L’église Saint-Martin à Arnèke présente le plan caractéristique des hallekerke, avec trois nefs parallèles d’égale hauteur se terminant par des absides à pans et précédées d’une puissante tour quadrangulaire adossée à la nef centrale. Haute de trente mètres, cette tour, l’une des plus imposantes de la région, domine le paysage par sa masse de briques rouges, ses contreforts entièrement maçonnés et les motifs géométriques, croisillons et croix de Saint-André qui ornent sa façade nord. L’extérieur, volontairement sobre, s’accorde aux murs de briques d’un rouge très accentué, tandis que l’intérieur offre une atmosphère lumineuse grâce aux grandes fenêtres latérales et aux voûtes lambrissées dont la légèreté renforce la clarté de l’ensemble.
L’histoire de l’édifice remonte à un premier sanctuaire en bois du IXᵉ siècle, remplacé au XIIᵉ siècle par une église en pierre, avant d’être détruit à deux reprises lors de la révolte des « Gueux » contre Philippe II d’Espagne dans la seconde moitié du XVIᵉ siècle. Reconstruite ensuite, l’église porte encore les dates de 1594 sur le pignon de la nef sud et de 1609 sur la nef nord, et fut finalement consacrée en 1626.

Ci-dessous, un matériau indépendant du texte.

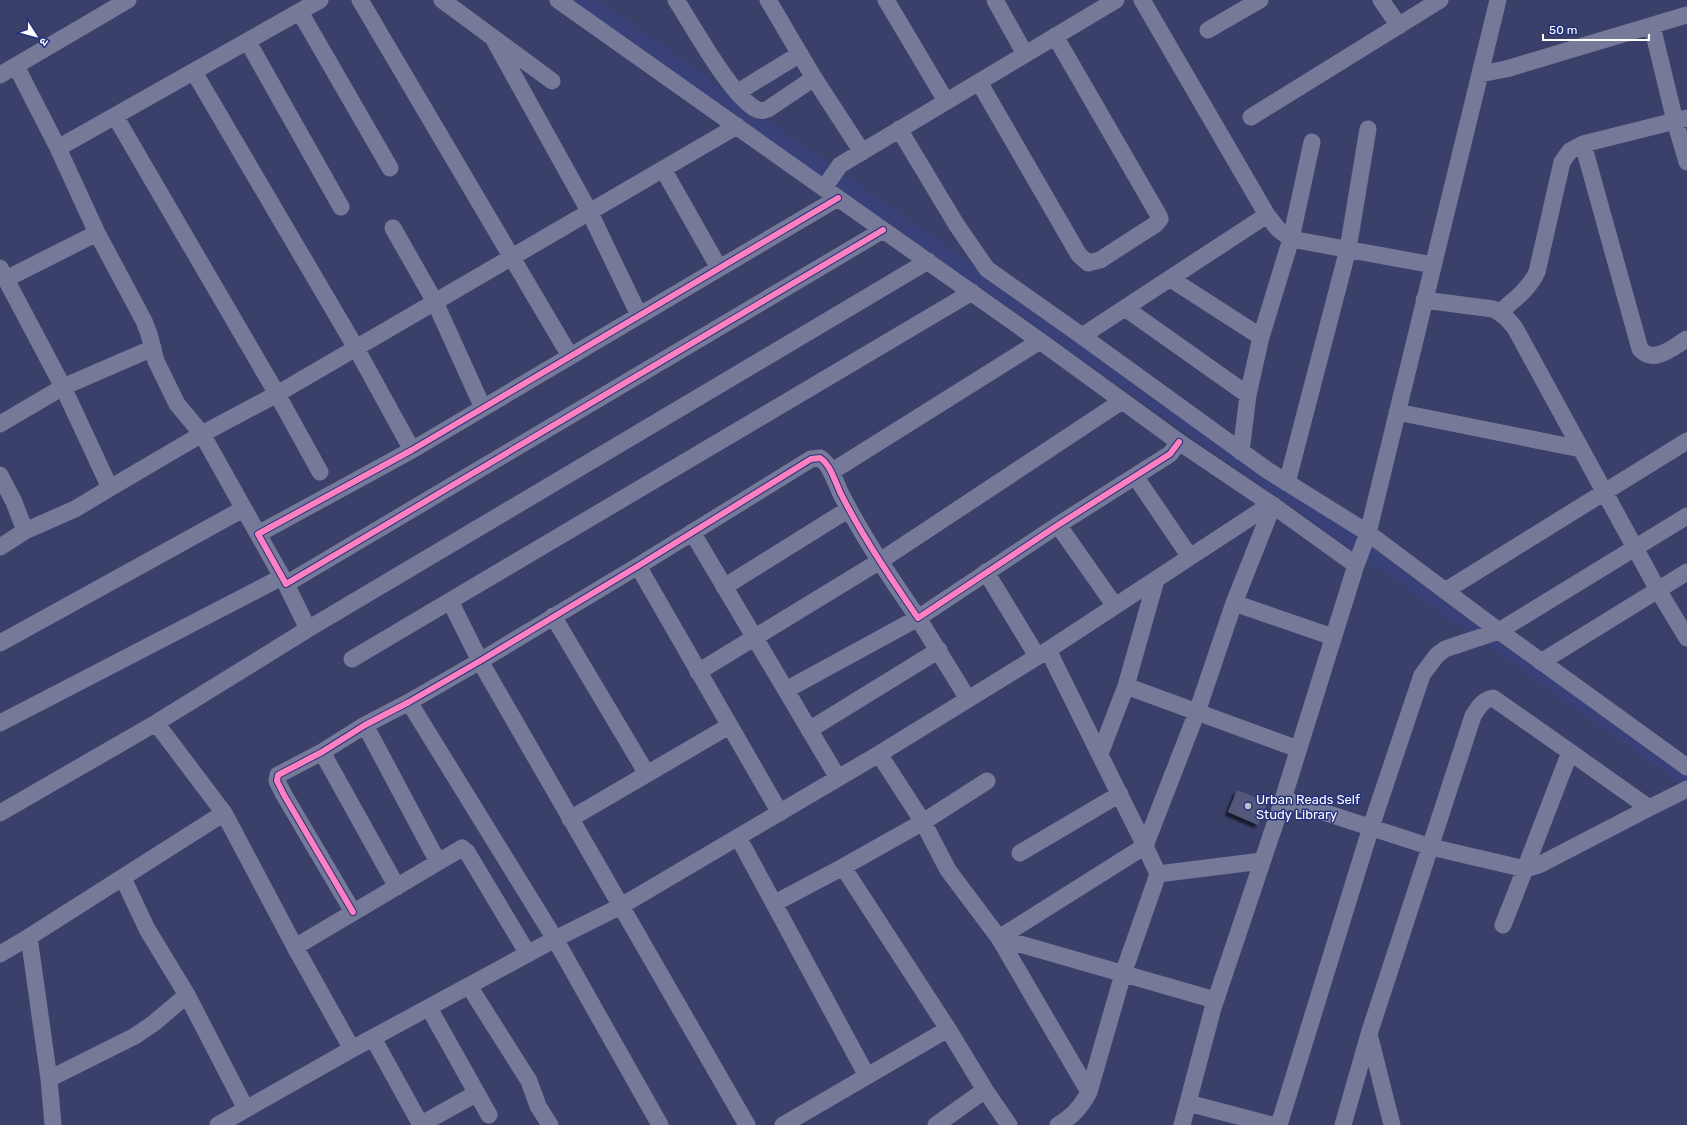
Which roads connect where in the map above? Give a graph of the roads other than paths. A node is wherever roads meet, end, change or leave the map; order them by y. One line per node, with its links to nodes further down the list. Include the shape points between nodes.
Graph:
1 (128, 0): 27 (street)
2 (320, 0): 17 (street)
3 (360, 0): 59 (street)
4 (442, 0): 23 (street)
5 (558, 0): 39 (street)
6 (676, 0): 34 (street, via 724,75)
7 (768, 0): 25 (street)
8 (995, 0): 26 (street)
9 (1116, 0): 16 (street)
10 (1142, 0): 53 (street)
11 (1260, 0): 21 (street)
12 (1381, 0): 19 (street)
13 (1440, 0): 19 (street)
14 (1498, 0): 29 (street)
15 (893, 3): 35 (street)
16 (1097, 5): 22 (street)
17 (300, 12): 24 (street); 47 (street)
18 (1687, 15): 20 (street)
19 (1398, 26): 37 (street)
20 (1652, 26): 29 (street, via 1506,69); 38 (street)
21 (1208, 30)
22 (1055, 36): 26 (street); 33 (street, via 1160,219 1100,260 1088,263 1079,255)
23 (492, 38): 32 (street); 52 (street)
24 (248, 42): 28 (street); 51 (street)
25 (800, 54): 31 (street); 34 (street)
26 (1025, 54): 33 (street)
27 (16, 66): 30 (street); 44 (street)
28 (194, 72): 36 (street); 76 (street)
29 (1480, 74): 61 (street)
30 (0, 75)
31 (814, 78): 34 (street, via 765,110 756,109); 45 (street)
32 (552, 81)
33 (979, 82): 35 (street)
34 (738, 92)
35 (946, 101): 40 (street)
36 (115, 116): 44 (street); 79 (street)
37 (1251, 117)
38 (1681, 120): 43 (street); 46 (street)
39 (737, 126): 48 (street); 49 (street)
40 (899, 129): 45 (street); 71 (street, via 956,224 987,269)
41 (1368, 129): 58 (street)
42 (1312, 142): 57 (street)
43 (1583, 144): 69 (street, via 1570,151 1562,162 1538,272 1525,290); 73 (street, via 1640,349 1648,356 1655,356)
44 (58, 148): 56 (street)
45 (862, 152): 49 (street, via 840,165)
46 (1687, 162)
47 (390, 168)
48 (663, 169): 52 (street); 62 (street)
49 (826, 184): 50 (street)
50 (838, 198): 55 (street); 62 (street)
51 (341, 207)
52 (589, 211): 59 (street); 70 (street)
53 (1267, 215): 57 (street, via 1278,229); 64 (street)
54 (393, 228): 67 (street)
55 (883, 230): 60 (street); 115 (street)
56 (97, 233): 63 (street); 75 (street, via 144,322)
57 (1291, 239): 58 (street); 72 (street)
58 (1348, 249): 61 (street); 95 (street)
59 (512, 256): 67 (street); 77 (street)
60 (928, 261): 65 (street); 125 (street)
61 (1433, 264): 66 (street)
62 (719, 268): 70 (street)
63 (3, 274): 78 (street)
64 (1171, 278): 68 (street); 72 (street)
65 (972, 292): 74 (street); 120 (street)
66 (1424, 300): 69 (street); 83 (street)
67 (435, 302): 76 (street); 82 (street)
68 (1125, 308): 71 (street); 80 (street)
69 (1500, 312): 88 (street, via 1516,328)
70 (639, 315): 77 (street)
71 (1082, 336): 90 (street)
72 (1261, 337): 80 (street)
73 (1687, 338)
74 (1040, 341): 81 (street); 92 (street)
75 (153, 348): 78 (street); 85 (street, via 159,369 177,404)
76 (356, 348): 79 (street); 89 (street)
77 (570, 356): 82 (street)
78 (63, 386): 84 (street); 96 (street)
79 (277, 394): 85 (street); 91 (street)
80 (1248, 395): 90 (street)
81 (1122, 401): 87 (street); 110 (street)
82 (483, 408): 89 (street)
83 (1397, 412): 88 (street); 106 (street)
84 (0, 424)
85 (202, 434): 96 (street); 99 (street)
86 (1687, 441): 97 (street)
87 (1179, 442): 94 (street, via 1170,454); 98 (street)
88 (1581, 449): 97 (street)
89 (412, 450): 105 (street)
90 (1241, 452): 95 (street)
91 (320, 472)
92 (831, 472): 100 (street); 104 (street, via 822,459 811,459)
93 (0, 475): 103 (street)
94 (1135, 476): 102 (street); 109 (street)
95 (1287, 483): 106 (street)
96 (110, 488): 103 (street, via 75,509)
97 (1604, 492): 108 (street); 119 (street)
98 (1272, 505): 109 (street); 111 (street); 121 (street)
99 (243, 509): 105 (street); 130 (street)
100 (849, 509): 110 (street); 117 (street)
101 (1687, 516): 108 (street)
102 (1058, 525): 113 (street); 122 (street)
103 (26, 531): 107 (street)
104 (692, 532): 112 (street); 117 (street)
105 (258, 534): 115 (street)
106 (1367, 535): 111 (street); 119 (street)
107 (0, 547)
108 (1634, 547): 118 (street); 126 (street)
109 (1190, 557): 116 (street)
110 (880, 561): 124 (street); 127 (street)
111 (1357, 563): 128 (street)
112 (638, 566): 123 (street); 136 (street)
113 (986, 572): 124 (street); 132 (street)
114 (1687, 572): 118 (street)
115 (284, 580): 125 (street); 142 (street)
116 (1156, 580): 122 (street); 137 (street)
117 (724, 587): 127 (street)
118 (1658, 590): 129 (street); 135 (street)
119 (1445, 591): 126 (street)
120 (450, 601): 133 (street); 134 (street)
121 (1234, 603): 128 (street); 141 (street)
122 (1115, 606): 132 (street)
123 (553, 616): 134 (street); 153 (street)
124 (918, 618): 131 (street); 138 (street)
125 (308, 629): 143 (street)
126 (1499, 631): 135 (street); 165 (street, via 1445,649 1428,665 1422,675)
127 (754, 637): 136 (street); 138 (street)
128 (1333, 637): 147 (street)
129 (1687, 638)
130 (0, 643)
131 (939, 650): 139 (street); 146 (street)
132 (1043, 653): 139 (street); 151 (street)
133 (352, 659)
134 (480, 661): 140 (street); 163 (street)
135 (1541, 662): 152 (street)
136 (698, 672): 145 (street)
137 (1126, 686): 141 (street); 151 (street)
138 (786, 690): 146 (street)
139 (968, 699): 150 (street)
140 (409, 702): 144 (street); 183 (street)
141 (1197, 712): 147 (street); 167 (street)
142 (0, 723)
143 (156, 723): 160 (street); 161 (street)
144 (365, 725): 148 (street); 171 (street)
145 (729, 726): 153 (street); 162 (street)
146 (809, 730): 154 (street)
147 (1298, 748): 158 (street)
148 (322, 752): 176 (street); 179 (street, via 282,773 277,781)
149 (1570, 752): 159 (street); 168 (street, via 1493,698 1487,699 1480,704 1473,716); 173 (street)
150 (879, 754): 154 (street); 164 (street)
151 (1100, 754): 157 (street)
152 (1687, 767)
153 (647, 774): 163 (street)
154 (838, 778): 162 (street)
155 (987, 782): 164 (street)
156 (1687, 789): 159 (street)
157 (1120, 794): 167 (street); 169 (street)
158 (1283, 799): 165 (street); 170 (street)
159 (1649, 808): 173 (street, via 1539,865)
160 (0, 813)
161 (224, 813): 175 (street); 184 (street)
162 (780, 813): 166 (street)
163 (570, 819): 178 (street)
164 (923, 822): 172 (street); 182 (street, via 948,870)
165 (1371, 827): 168 (street); 216 (street)
166 (738, 837): 177 (street); 178 (street)
167 (1146, 846): 174 (street); 182 (street)
168 (1431, 847): 173 (street); 193 (street)
169 (1020, 853)
170 (1262, 861): 174 (street); 190 (street)
171 (438, 862): 176 (street); 186 (street, via 462,848 465,849)
172 (842, 868): 177 (street); 192 (street)
173 (1525, 869): 180 (street)
174 (1158, 874): 187 (street)
175 (123, 878): 181 (street); 189 (street, via 147,929)
176 (397, 887): 179 (street)
177 (775, 903): 196 (street)
178 (621, 906): 183 (street); 209 (street)
179 (353, 912): 184 (street)
180 (1503, 925)
181 (29, 937): 185 (street); 197 (street)
182 (999, 938): 187 (street); 199 (street)
183 (555, 939): 186 (street); 208 (street)
184 (295, 946): 195 (street)
185 (0, 954)
186 (528, 954): 188 (street)
187 (1123, 974): 190 (street); 199 (street)
188 (469, 986): 191 (street); 207 (street, via 529,1081 538,1106)
189 (187, 995): 197 (street, via 135,1036); 202 (street)
190 (1215, 1000): 201 (street)
191 (429, 1008): 194 (street); 200 (street)
192 (948, 1028): 196 (street); 198 (street)
193 (1369, 1034): 217 (street); 218 (street)
194 (373, 1038): 195 (street); 206 (street)
195 (352, 1049): 202 (street)
196 (867, 1076): 210 (street)
197 (48, 1079): 204 (street)
198 (986, 1090): 211 (street); 212 (street)
199 (1089, 1092): 213 (street, via 1075,1113)
200 (477, 1093): 203 (street); 206 (street)
201 (1188, 1103): 214 (street); 215 (street)
202 (246, 1109): 205 (street)
203 (489, 1116)
204 (53, 1125)
205 (218, 1125)
206 (420, 1125)
207 (550, 1125)
208 (660, 1125)
209 (747, 1125)
210 (784, 1125)
211 (936, 1125)
212 (1009, 1125)
213 (1058, 1125)
214 (1182, 1125)
215 (1272, 1125)
216 (1279, 1125)
217 (1343, 1125)
218 (1392, 1125)

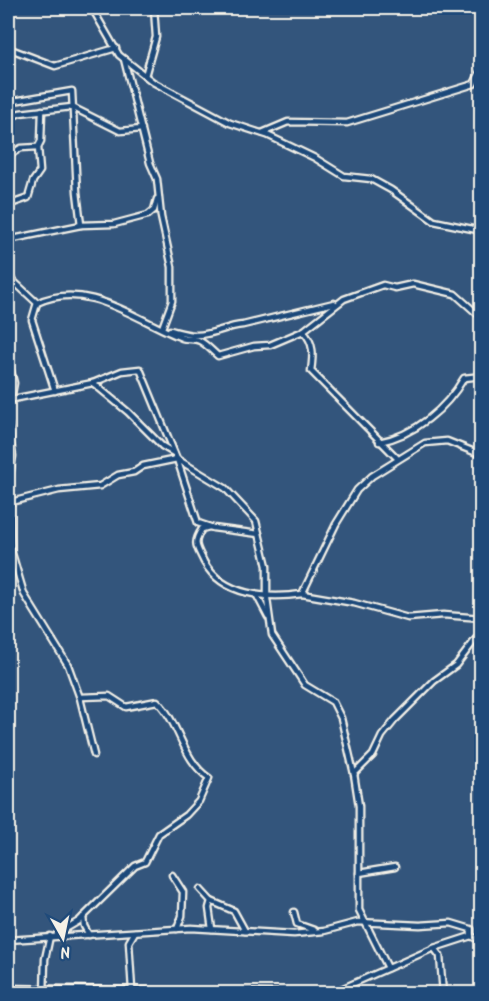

Le maître-autel, entièrement sculpté dans un bois doré rehaussé de miroirs, s’élève comme un écrin lumineux. Il porte un vaste tabernacle encadré de deux anges en adoration. Plus haut, un retable monumental déploie une riche composition : saint Charles Borromée devant la croix, l’Agneau mystique sur le livre aux sept sceaux, Dieu le Père entouré d’anges et la colombe du Saint-Esprit. Au sommet, le plafond offre l’apothéose de saint Martin, patron de la paroisse.
L’église Saint-Martin à Arnèke relève du diocèse de Lille et fait partie de la paroisse Saint-Martin du Val de la Peene. La messe dominicale y est habituellement célébrée, mais depuis mai 2024 l’édifice est fermé pour deux ans et demi afin de mener un vaste chantier de restauration des trois nefs.